- **What is required**: Any image in the records is to be dropped, and everything else duplicated precisely.

Segment Start: Given records

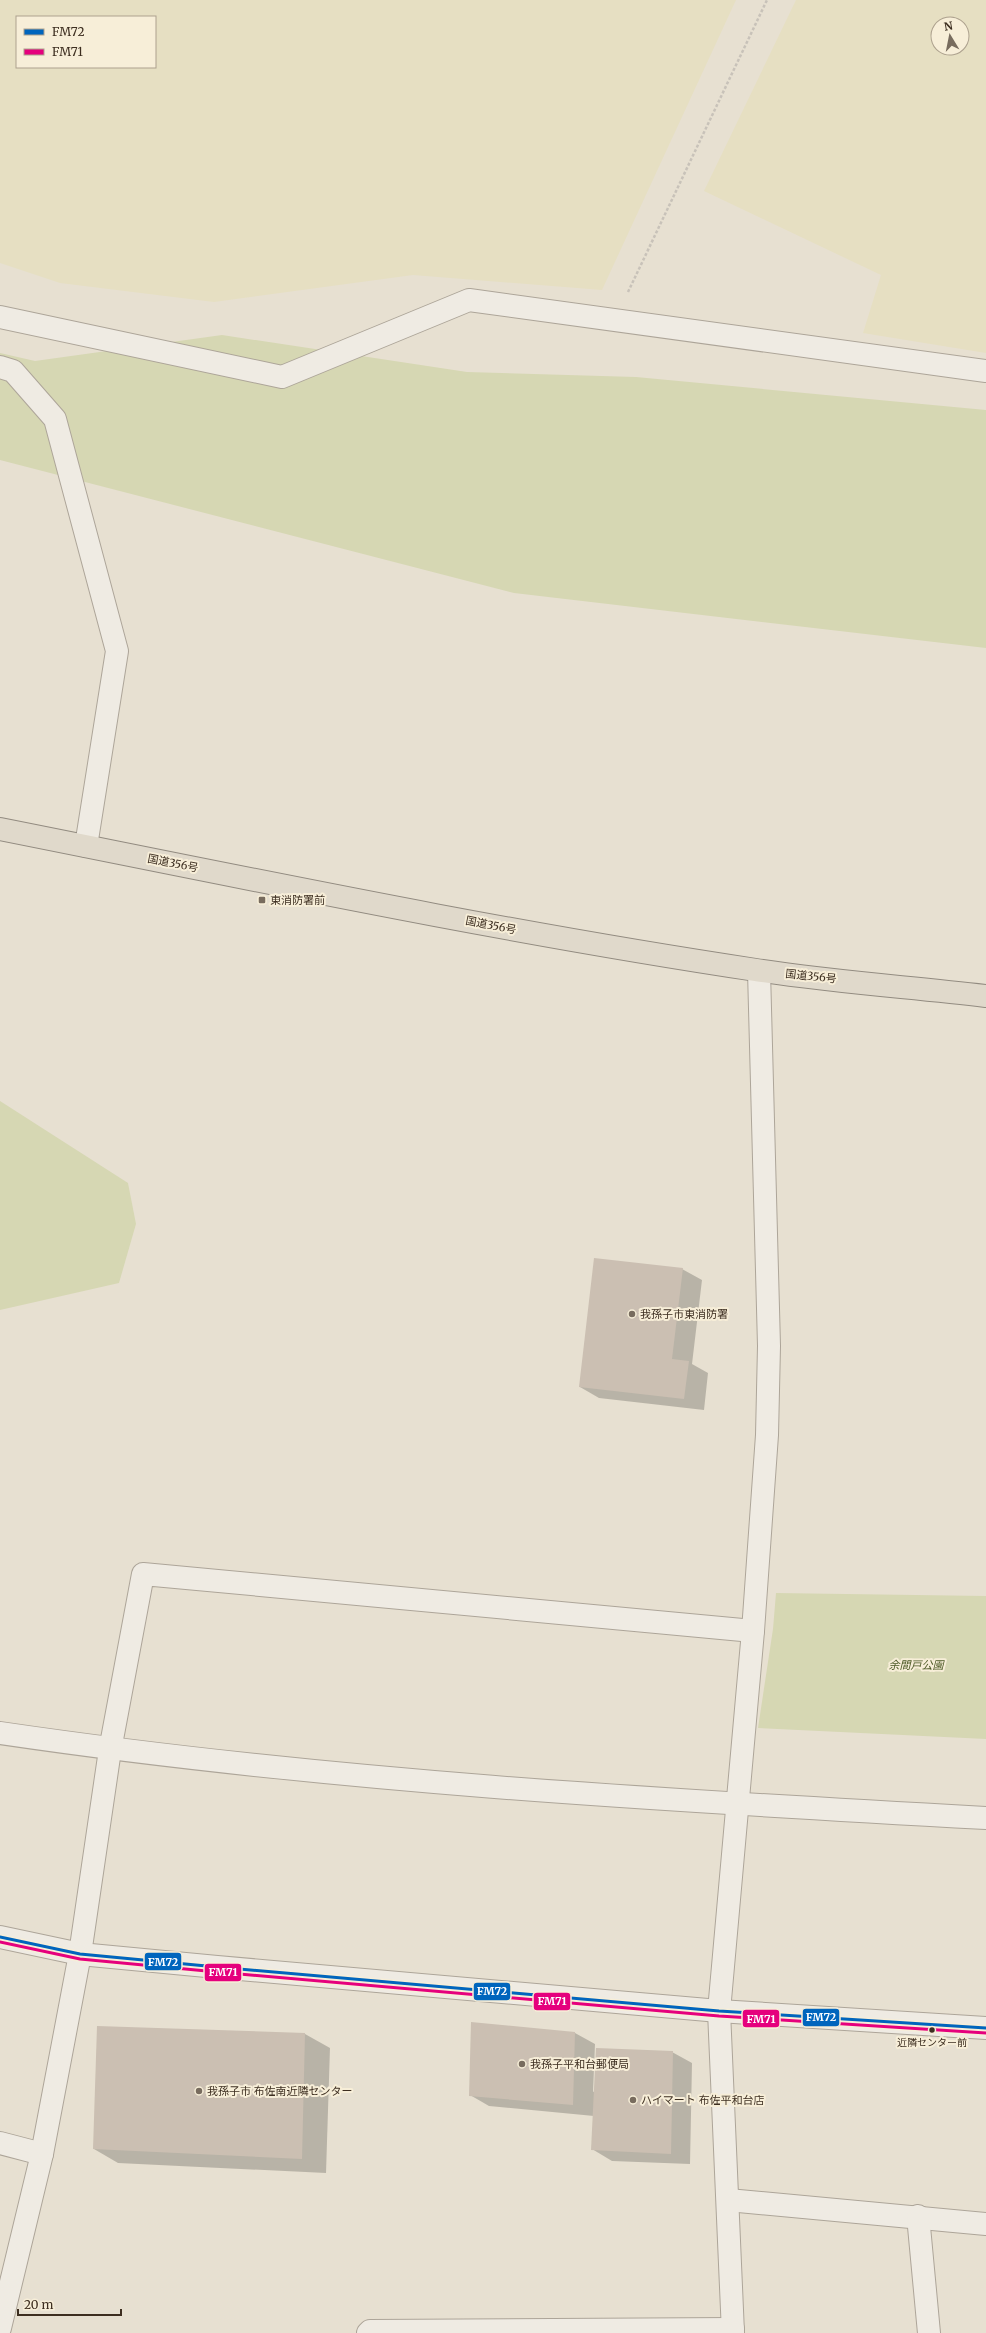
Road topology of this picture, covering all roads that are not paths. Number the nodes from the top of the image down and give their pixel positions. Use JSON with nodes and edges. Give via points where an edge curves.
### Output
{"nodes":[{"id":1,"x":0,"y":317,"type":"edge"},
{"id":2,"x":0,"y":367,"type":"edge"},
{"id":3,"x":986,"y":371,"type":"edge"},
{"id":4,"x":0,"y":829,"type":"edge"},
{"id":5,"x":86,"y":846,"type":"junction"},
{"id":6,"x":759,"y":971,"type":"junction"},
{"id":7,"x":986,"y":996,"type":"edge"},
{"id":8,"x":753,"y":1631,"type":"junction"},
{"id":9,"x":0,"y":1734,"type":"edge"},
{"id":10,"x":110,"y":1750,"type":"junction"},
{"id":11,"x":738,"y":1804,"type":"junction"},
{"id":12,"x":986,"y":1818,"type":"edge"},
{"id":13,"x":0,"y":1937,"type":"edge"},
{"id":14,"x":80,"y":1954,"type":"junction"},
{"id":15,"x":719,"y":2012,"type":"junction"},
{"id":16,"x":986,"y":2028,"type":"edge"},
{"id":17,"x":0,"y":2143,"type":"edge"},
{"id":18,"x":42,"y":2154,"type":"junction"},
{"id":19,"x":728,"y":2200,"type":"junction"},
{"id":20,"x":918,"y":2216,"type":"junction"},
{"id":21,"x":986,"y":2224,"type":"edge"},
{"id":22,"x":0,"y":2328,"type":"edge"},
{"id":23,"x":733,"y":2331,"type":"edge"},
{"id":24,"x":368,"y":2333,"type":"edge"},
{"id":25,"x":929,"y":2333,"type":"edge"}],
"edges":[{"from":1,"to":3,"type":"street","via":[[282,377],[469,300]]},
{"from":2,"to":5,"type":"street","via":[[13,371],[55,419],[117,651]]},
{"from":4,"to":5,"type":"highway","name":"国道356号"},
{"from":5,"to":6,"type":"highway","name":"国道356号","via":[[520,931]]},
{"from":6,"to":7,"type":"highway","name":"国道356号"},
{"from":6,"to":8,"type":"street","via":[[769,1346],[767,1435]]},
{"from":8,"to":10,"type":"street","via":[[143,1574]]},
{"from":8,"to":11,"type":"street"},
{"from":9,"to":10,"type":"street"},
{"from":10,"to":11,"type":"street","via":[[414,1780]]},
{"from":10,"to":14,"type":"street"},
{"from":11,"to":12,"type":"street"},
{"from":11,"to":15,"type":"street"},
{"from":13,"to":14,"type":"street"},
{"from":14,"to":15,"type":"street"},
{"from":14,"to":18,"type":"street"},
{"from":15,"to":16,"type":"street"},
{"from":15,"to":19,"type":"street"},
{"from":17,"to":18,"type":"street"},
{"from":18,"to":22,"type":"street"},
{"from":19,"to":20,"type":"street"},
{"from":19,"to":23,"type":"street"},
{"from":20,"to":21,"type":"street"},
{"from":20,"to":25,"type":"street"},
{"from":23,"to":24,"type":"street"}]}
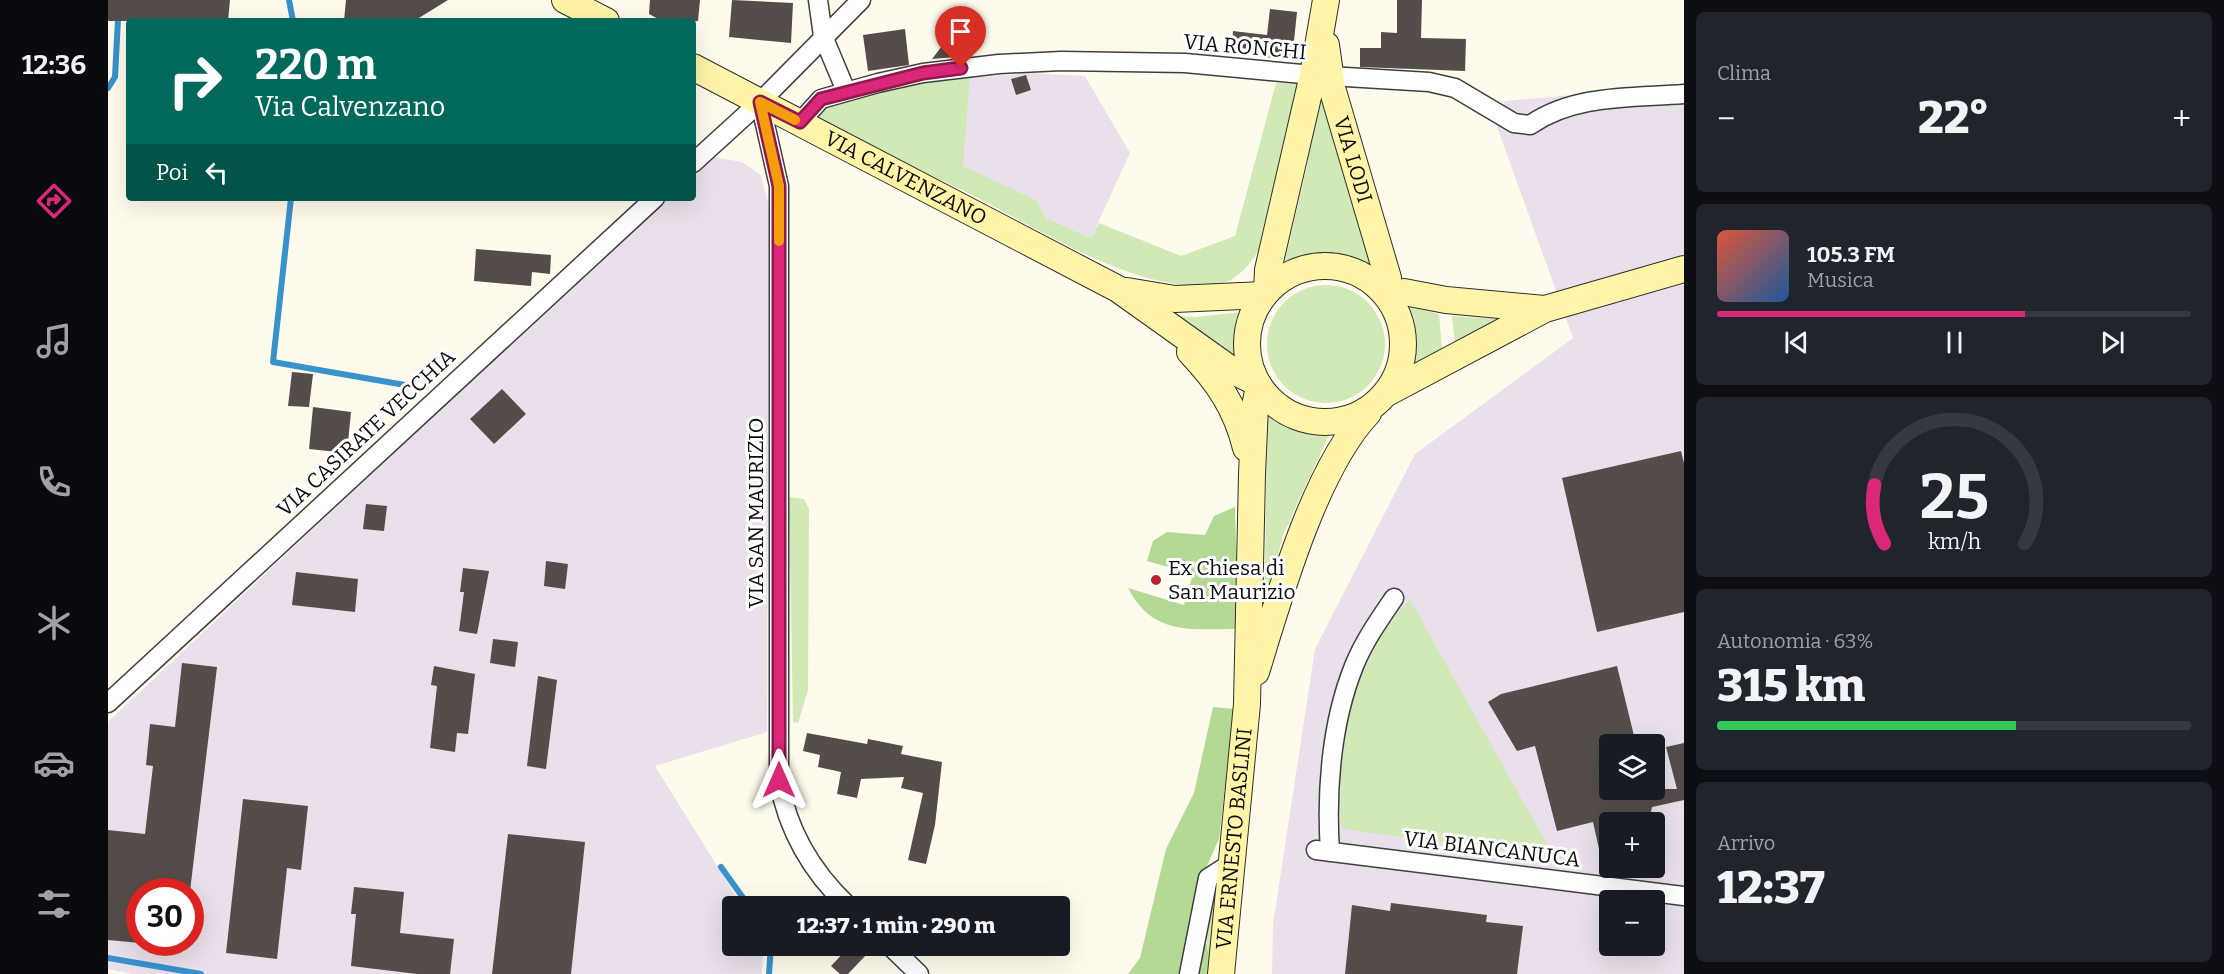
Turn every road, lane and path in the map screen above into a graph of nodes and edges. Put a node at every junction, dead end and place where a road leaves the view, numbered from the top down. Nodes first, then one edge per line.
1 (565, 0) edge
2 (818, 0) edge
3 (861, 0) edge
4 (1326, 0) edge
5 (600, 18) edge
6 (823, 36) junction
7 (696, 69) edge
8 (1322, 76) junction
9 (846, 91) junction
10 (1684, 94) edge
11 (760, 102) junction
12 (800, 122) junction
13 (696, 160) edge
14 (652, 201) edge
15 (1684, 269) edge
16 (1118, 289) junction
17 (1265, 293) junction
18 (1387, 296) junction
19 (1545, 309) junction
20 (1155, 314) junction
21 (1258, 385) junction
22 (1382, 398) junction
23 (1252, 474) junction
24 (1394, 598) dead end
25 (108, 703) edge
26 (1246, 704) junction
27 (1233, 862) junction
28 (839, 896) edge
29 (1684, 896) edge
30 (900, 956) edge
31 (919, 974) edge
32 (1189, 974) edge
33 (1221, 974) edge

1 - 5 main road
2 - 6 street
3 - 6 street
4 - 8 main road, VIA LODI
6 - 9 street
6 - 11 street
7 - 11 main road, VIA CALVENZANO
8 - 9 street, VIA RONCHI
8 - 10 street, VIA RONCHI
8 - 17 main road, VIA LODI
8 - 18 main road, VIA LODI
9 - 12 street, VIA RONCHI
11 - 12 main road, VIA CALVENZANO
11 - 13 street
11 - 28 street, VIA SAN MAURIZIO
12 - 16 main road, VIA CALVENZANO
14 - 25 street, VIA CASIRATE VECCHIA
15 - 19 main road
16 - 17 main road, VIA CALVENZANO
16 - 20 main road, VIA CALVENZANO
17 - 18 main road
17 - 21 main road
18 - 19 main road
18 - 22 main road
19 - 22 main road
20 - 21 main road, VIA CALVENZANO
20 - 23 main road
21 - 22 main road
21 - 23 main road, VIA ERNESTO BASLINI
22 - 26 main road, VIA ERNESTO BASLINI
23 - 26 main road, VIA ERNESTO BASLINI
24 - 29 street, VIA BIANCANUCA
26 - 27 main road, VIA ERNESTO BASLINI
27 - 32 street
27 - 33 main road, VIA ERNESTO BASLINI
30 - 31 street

Segment End: Given records

- **Output below**:
Road topology of this picture, covering all roads that are not paths. Number the nodes from the top of the image down and give their pixel positions. Use JSON with nodes and edges. Give via points where an edge curves.
### Output
{"nodes":[{"id":1,"x":0,"y":317,"type":"edge"},
{"id":2,"x":0,"y":367,"type":"edge"},
{"id":3,"x":986,"y":371,"type":"edge"},
{"id":4,"x":0,"y":829,"type":"edge"},
{"id":5,"x":86,"y":846,"type":"junction"},
{"id":6,"x":759,"y":971,"type":"junction"},
{"id":7,"x":986,"y":996,"type":"edge"},
{"id":8,"x":753,"y":1631,"type":"junction"},
{"id":9,"x":0,"y":1734,"type":"edge"},
{"id":10,"x":110,"y":1750,"type":"junction"},
{"id":11,"x":738,"y":1804,"type":"junction"},
{"id":12,"x":986,"y":1818,"type":"edge"},
{"id":13,"x":0,"y":1937,"type":"edge"},
{"id":14,"x":80,"y":1954,"type":"junction"},
{"id":15,"x":719,"y":2012,"type":"junction"},
{"id":16,"x":986,"y":2028,"type":"edge"},
{"id":17,"x":0,"y":2143,"type":"edge"},
{"id":18,"x":42,"y":2154,"type":"junction"},
{"id":19,"x":728,"y":2200,"type":"junction"},
{"id":20,"x":918,"y":2216,"type":"junction"},
{"id":21,"x":986,"y":2224,"type":"edge"},
{"id":22,"x":0,"y":2328,"type":"edge"},
{"id":23,"x":733,"y":2331,"type":"edge"},
{"id":24,"x":368,"y":2333,"type":"edge"},
{"id":25,"x":929,"y":2333,"type":"edge"}],
"edges":[{"from":1,"to":3,"type":"street","via":[[282,377],[469,300]]},
{"from":2,"to":5,"type":"street","via":[[13,371],[55,419],[117,651]]},
{"from":4,"to":5,"type":"highway","name":"国道356号"},
{"from":5,"to":6,"type":"highway","name":"国道356号","via":[[520,931]]},
{"from":6,"to":7,"type":"highway","name":"国道356号"},
{"from":6,"to":8,"type":"street","via":[[769,1346],[767,1435]]},
{"from":8,"to":10,"type":"street","via":[[143,1574]]},
{"from":8,"to":11,"type":"street"},
{"from":9,"to":10,"type":"street"},
{"from":10,"to":11,"type":"street","via":[[414,1780]]},
{"from":10,"to":14,"type":"street"},
{"from":11,"to":12,"type":"street"},
{"from":11,"to":15,"type":"street"},
{"from":13,"to":14,"type":"street"},
{"from":14,"to":15,"type":"street"},
{"from":14,"to":18,"type":"street"},
{"from":15,"to":16,"type":"street"},
{"from":15,"to":19,"type":"street"},
{"from":17,"to":18,"type":"street"},
{"from":18,"to":22,"type":"street"},
{"from":19,"to":20,"type":"street"},
{"from":19,"to":23,"type":"street"},
{"from":20,"to":21,"type":"street"},
{"from":20,"to":25,"type":"street"},
{"from":23,"to":24,"type":"street"}]}
Turn every road, lane and path in the map screen above into a graph of nodes and edges. Put a node at every junction, dead end and place where a road leaves the view, numbered from the top down. Nodes first, then one edge per line.
1 (565, 0) edge
2 (818, 0) edge
3 (861, 0) edge
4 (1326, 0) edge
5 (600, 18) edge
6 (823, 36) junction
7 (696, 69) edge
8 (1322, 76) junction
9 (846, 91) junction
10 (1684, 94) edge
11 (760, 102) junction
12 (800, 122) junction
13 (696, 160) edge
14 (652, 201) edge
15 (1684, 269) edge
16 (1118, 289) junction
17 (1265, 293) junction
18 (1387, 296) junction
19 (1545, 309) junction
20 (1155, 314) junction
21 (1258, 385) junction
22 (1382, 398) junction
23 (1252, 474) junction
24 (1394, 598) dead end
25 (108, 703) edge
26 (1246, 704) junction
27 (1233, 862) junction
28 (839, 896) edge
29 (1684, 896) edge
30 (900, 956) edge
31 (919, 974) edge
32 (1189, 974) edge
33 (1221, 974) edge

1 - 5 main road
2 - 6 street
3 - 6 street
4 - 8 main road, VIA LODI
6 - 9 street
6 - 11 street
7 - 11 main road, VIA CALVENZANO
8 - 9 street, VIA RONCHI
8 - 10 street, VIA RONCHI
8 - 17 main road, VIA LODI
8 - 18 main road, VIA LODI
9 - 12 street, VIA RONCHI
11 - 12 main road, VIA CALVENZANO
11 - 13 street
11 - 28 street, VIA SAN MAURIZIO
12 - 16 main road, VIA CALVENZANO
14 - 25 street, VIA CASIRATE VECCHIA
15 - 19 main road
16 - 17 main road, VIA CALVENZANO
16 - 20 main road, VIA CALVENZANO
17 - 18 main road
17 - 21 main road
18 - 19 main road
18 - 22 main road
19 - 22 main road
20 - 21 main road, VIA CALVENZANO
20 - 23 main road
21 - 22 main road
21 - 23 main road, VIA ERNESTO BASLINI
22 - 26 main road, VIA ERNESTO BASLINI
23 - 26 main road, VIA ERNESTO BASLINI
24 - 29 street, VIA BIANCANUCA
26 - 27 main road, VIA ERNESTO BASLINI
27 - 32 street
27 - 33 main road, VIA ERNESTO BASLINI
30 - 31 street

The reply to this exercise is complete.